Mehrere Gelegenheiten gibt es im vollen Programm der vier Tage, bei denen der Papst seine Botschaft der Öffentlichkeit überbringen kann. Zwei große Reden sind geplant: im Bundestag in Berlin und in Freiburg im Konzerthaus. Daneben predigt der Papst bei Messen im Berliner Olympiastadion, auf dem Erfurter Domplatz und in Freiburg sowie bei einem ökumenischen Gottesdienst in Erfurt.

Dem Zusammentreffen mit den Vertretern der evangelischen Kirche wird besonderes Gewicht beigemessen. Zwar ist für die Protestanten ebenso wie für die orthodoxen Kirchen, die Muslime und Juden nur eine halbe Stunde eingeplant. Doch der Rat der Evangelischen Kirche in Deutschland (EKD) schlug das symbolträchtige Augustinerkloster in Erfurt als Ort der Begegnung vor. Dort lebte der junge Martin Luther (1483–1546) als Mönch. Ein hochrangiger katholischer Kirchenvertreter bezeichnet das Treffen an dieser Stelle als „Ungeheuerlichkeit“.

Von dem halbstündigen „Ökumene-Gipfel“ erwarten Beobachter jedoch keine entscheidenden Fortschritte. Das Bild vom „historischen Durchbruch“ wird von leitenden Geistlichen in der evangelischen und katholischen Kirche vermieden. Stattdessen ist vom Dialog auf Augenhöhe die Rede, den die Begegnung verdeutlichen soll. Dabei werden die evangelischen Gesprächspartner genau hinhören, ob der Papst im Blick auf das Reformationsjubiläum 2017 neue Akzente setzen oder ob er Zwischenschritte auf dem Weg zu einer engeren Gemeinschaft vorschlagen wird. In den kontroversen Fragen des Verständnisses von Kirche und Amt, das bisher eine Annäherung bei der Abendmahlsgemeinschaft verhindert, wird es aber wohl wenig Bewegung geben.

Die Vorbereitungen seien von einem „geradezu freundschaftlichen Geist“ geprägt, sagt die Präses der EKD-Synode, Katrin Göring-Eckardt. Sie wird in dem ökumenischen Wortgottesdienst, in dem das Evangelium in der Luther-Übersetzung gelesen wird, Begrüßungsworte sprechen – eine Art Nebenpredigt. Schon damit sowie mit der Aufnahme von acht Frauen in die Delegation setzt die EKD einen deutlichen Akzent.

In katholischen Kirchenkreisen wird nicht damit gerechnet, dass das Missbrauchsthema den Papstbesuch dominieren wird. Wie bei Reisen in die USA und nach Irland wird Benedikt XVI. aber wohl Missbrauchsopfer treffen. Um Medienwirbel zu vermeiden, ist aber völlig unbekannt, wo und wann.

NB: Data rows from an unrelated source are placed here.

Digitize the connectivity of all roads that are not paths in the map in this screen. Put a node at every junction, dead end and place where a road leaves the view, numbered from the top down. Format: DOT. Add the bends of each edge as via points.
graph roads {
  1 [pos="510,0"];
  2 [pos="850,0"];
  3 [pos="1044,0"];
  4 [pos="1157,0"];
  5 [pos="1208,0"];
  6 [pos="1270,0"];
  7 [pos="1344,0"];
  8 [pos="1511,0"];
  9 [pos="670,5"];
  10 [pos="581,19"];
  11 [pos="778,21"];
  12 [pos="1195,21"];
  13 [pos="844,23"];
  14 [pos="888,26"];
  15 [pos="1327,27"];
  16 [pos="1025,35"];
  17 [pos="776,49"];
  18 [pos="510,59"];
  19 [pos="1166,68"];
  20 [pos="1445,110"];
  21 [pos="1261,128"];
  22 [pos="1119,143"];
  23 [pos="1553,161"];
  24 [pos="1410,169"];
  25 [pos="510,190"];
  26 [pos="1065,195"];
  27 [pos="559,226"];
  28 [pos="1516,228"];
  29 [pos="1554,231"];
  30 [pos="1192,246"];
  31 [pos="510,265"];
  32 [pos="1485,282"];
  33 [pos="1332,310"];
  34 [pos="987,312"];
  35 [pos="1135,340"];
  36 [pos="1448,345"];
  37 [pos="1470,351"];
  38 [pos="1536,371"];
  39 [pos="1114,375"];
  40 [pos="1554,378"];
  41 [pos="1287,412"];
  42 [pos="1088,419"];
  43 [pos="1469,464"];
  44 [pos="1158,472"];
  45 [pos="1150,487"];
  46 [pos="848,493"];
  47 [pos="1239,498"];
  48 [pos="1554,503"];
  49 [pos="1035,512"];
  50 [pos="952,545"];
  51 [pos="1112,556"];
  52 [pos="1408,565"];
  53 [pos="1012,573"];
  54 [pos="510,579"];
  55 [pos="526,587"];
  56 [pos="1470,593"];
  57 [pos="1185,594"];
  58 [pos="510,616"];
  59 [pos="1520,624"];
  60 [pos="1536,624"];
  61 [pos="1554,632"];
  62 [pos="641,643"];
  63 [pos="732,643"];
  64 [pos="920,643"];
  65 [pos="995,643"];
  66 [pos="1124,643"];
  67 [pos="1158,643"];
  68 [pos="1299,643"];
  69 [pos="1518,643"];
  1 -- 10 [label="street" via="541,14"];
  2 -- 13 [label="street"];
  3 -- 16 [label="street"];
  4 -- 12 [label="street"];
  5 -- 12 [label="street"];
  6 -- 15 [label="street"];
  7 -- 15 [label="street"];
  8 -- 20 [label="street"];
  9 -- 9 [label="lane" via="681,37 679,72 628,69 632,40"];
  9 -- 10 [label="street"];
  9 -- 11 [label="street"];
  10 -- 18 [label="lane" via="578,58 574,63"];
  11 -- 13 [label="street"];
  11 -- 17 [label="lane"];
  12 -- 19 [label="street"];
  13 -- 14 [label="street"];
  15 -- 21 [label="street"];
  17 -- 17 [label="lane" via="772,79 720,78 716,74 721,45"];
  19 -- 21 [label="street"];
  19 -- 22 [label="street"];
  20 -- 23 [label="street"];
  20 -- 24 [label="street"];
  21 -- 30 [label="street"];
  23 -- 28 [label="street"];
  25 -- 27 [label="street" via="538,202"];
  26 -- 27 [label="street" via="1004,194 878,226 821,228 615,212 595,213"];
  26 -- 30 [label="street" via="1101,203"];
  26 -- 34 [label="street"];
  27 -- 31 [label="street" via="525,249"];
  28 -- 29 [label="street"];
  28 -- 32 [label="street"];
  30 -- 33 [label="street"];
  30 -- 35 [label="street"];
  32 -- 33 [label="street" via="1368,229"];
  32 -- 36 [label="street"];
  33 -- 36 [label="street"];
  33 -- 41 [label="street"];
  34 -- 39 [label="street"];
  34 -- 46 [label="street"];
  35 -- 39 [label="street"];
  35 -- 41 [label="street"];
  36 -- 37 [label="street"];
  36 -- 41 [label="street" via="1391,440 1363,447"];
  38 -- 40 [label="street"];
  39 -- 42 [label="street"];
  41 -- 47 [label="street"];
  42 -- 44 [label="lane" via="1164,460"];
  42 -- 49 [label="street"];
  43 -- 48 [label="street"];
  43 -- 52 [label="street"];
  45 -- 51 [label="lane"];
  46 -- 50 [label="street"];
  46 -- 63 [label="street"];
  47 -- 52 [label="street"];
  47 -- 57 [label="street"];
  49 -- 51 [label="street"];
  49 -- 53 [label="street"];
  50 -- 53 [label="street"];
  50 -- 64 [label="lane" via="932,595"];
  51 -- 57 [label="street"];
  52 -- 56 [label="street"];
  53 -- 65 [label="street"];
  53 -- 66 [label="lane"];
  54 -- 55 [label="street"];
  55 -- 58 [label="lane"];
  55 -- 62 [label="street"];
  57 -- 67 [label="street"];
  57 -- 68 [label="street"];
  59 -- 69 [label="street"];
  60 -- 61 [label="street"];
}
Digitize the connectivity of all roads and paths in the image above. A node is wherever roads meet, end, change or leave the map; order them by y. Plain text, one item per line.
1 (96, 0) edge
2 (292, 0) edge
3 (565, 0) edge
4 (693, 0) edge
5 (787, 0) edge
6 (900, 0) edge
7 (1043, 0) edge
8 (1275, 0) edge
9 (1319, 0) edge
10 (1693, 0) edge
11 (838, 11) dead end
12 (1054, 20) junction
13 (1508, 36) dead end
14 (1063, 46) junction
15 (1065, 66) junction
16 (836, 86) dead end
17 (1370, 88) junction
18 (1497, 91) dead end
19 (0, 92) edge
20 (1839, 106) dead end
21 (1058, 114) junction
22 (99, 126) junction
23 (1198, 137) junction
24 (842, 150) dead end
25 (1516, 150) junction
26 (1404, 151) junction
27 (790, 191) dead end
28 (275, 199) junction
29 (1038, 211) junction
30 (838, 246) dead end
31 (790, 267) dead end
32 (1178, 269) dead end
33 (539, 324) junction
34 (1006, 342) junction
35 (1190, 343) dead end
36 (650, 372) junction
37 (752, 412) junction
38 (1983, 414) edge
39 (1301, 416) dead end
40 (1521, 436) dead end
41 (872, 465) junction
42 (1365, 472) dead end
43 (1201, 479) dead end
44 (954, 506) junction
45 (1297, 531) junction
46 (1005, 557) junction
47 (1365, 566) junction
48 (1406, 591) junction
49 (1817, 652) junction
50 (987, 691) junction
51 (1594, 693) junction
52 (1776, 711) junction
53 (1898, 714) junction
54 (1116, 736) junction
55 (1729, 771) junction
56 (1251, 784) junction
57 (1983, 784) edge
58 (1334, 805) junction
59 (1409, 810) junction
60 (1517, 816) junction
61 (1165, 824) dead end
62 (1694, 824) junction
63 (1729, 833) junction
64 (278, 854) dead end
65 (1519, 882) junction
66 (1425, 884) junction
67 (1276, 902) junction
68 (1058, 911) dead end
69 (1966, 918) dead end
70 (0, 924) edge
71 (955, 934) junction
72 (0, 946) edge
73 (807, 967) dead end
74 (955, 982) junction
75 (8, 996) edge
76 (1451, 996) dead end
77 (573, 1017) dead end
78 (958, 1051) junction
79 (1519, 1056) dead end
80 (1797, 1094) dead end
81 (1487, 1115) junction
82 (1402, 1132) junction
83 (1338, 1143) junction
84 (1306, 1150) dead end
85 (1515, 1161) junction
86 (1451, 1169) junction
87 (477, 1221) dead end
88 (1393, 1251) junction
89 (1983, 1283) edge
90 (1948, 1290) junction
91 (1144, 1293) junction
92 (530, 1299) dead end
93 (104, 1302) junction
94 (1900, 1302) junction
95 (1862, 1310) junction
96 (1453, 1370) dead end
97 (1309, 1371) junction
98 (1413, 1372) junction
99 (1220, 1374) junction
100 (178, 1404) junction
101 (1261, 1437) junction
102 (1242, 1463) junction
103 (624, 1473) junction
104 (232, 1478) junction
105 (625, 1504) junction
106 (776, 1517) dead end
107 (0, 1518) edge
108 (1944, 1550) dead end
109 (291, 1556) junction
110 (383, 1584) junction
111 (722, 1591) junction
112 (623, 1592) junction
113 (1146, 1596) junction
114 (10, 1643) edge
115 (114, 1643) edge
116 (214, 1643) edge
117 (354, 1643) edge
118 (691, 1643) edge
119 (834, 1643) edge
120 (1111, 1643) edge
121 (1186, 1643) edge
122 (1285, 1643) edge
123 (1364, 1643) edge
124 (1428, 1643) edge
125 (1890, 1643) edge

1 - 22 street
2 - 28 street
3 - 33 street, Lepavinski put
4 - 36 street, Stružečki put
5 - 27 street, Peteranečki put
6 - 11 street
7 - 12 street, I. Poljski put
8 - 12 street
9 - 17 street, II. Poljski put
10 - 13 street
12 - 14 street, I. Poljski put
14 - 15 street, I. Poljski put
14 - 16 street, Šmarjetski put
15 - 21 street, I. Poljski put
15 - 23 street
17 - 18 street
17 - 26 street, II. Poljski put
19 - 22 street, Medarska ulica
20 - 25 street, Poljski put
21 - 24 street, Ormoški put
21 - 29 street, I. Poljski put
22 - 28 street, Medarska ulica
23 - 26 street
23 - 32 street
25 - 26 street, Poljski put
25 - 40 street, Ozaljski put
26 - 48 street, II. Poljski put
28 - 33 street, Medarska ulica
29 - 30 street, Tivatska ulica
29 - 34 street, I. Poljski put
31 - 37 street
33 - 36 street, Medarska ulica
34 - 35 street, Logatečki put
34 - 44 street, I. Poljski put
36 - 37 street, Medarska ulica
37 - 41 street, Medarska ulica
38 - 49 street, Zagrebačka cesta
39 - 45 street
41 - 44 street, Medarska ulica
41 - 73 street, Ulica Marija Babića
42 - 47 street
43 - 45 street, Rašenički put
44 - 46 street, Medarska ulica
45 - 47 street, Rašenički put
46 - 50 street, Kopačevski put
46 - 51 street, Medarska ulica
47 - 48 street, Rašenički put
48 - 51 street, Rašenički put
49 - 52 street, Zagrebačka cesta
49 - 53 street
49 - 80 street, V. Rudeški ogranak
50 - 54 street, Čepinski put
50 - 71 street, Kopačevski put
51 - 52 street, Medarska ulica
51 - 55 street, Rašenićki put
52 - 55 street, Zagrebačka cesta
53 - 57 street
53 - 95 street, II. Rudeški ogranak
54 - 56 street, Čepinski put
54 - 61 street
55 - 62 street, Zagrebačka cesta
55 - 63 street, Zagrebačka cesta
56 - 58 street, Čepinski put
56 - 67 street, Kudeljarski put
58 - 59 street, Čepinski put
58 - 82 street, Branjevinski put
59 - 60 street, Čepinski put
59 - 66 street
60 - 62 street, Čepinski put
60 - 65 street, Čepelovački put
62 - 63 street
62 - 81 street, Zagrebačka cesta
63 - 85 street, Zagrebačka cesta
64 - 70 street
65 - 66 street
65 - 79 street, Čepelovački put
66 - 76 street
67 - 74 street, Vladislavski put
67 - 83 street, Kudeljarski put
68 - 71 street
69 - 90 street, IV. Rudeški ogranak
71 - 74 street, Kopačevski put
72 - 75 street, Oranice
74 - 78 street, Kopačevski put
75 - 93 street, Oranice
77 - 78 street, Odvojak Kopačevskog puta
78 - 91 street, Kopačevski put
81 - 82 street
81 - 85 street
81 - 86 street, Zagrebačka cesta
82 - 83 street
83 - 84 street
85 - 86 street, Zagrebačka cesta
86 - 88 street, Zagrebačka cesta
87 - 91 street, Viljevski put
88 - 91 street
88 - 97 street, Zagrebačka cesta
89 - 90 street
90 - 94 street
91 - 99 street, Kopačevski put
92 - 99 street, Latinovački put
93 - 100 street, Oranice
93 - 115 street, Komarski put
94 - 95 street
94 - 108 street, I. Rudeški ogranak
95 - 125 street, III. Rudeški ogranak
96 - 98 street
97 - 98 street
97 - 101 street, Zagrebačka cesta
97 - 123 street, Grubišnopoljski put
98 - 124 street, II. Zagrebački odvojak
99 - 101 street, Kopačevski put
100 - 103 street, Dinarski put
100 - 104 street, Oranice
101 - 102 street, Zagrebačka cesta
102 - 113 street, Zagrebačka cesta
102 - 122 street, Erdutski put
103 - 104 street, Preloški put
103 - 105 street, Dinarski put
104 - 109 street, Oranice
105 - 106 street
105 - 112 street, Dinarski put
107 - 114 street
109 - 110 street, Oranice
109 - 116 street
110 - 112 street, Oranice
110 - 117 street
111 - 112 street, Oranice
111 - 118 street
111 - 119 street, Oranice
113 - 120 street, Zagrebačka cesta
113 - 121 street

Entspannt sehen die katholischen Bischöfe dem Treffen von Bundeskanzlerin Angela Merkel mit dem Papst entgegen. 2009 hatte es Irritationen gegeben, weil Merkel den Papst für seinen Umgang mit dem Pius-Bruder und Holocaust-Leugner Richard Williamson kritisiert hatte. Inzwischen sind die Wogen geglättet.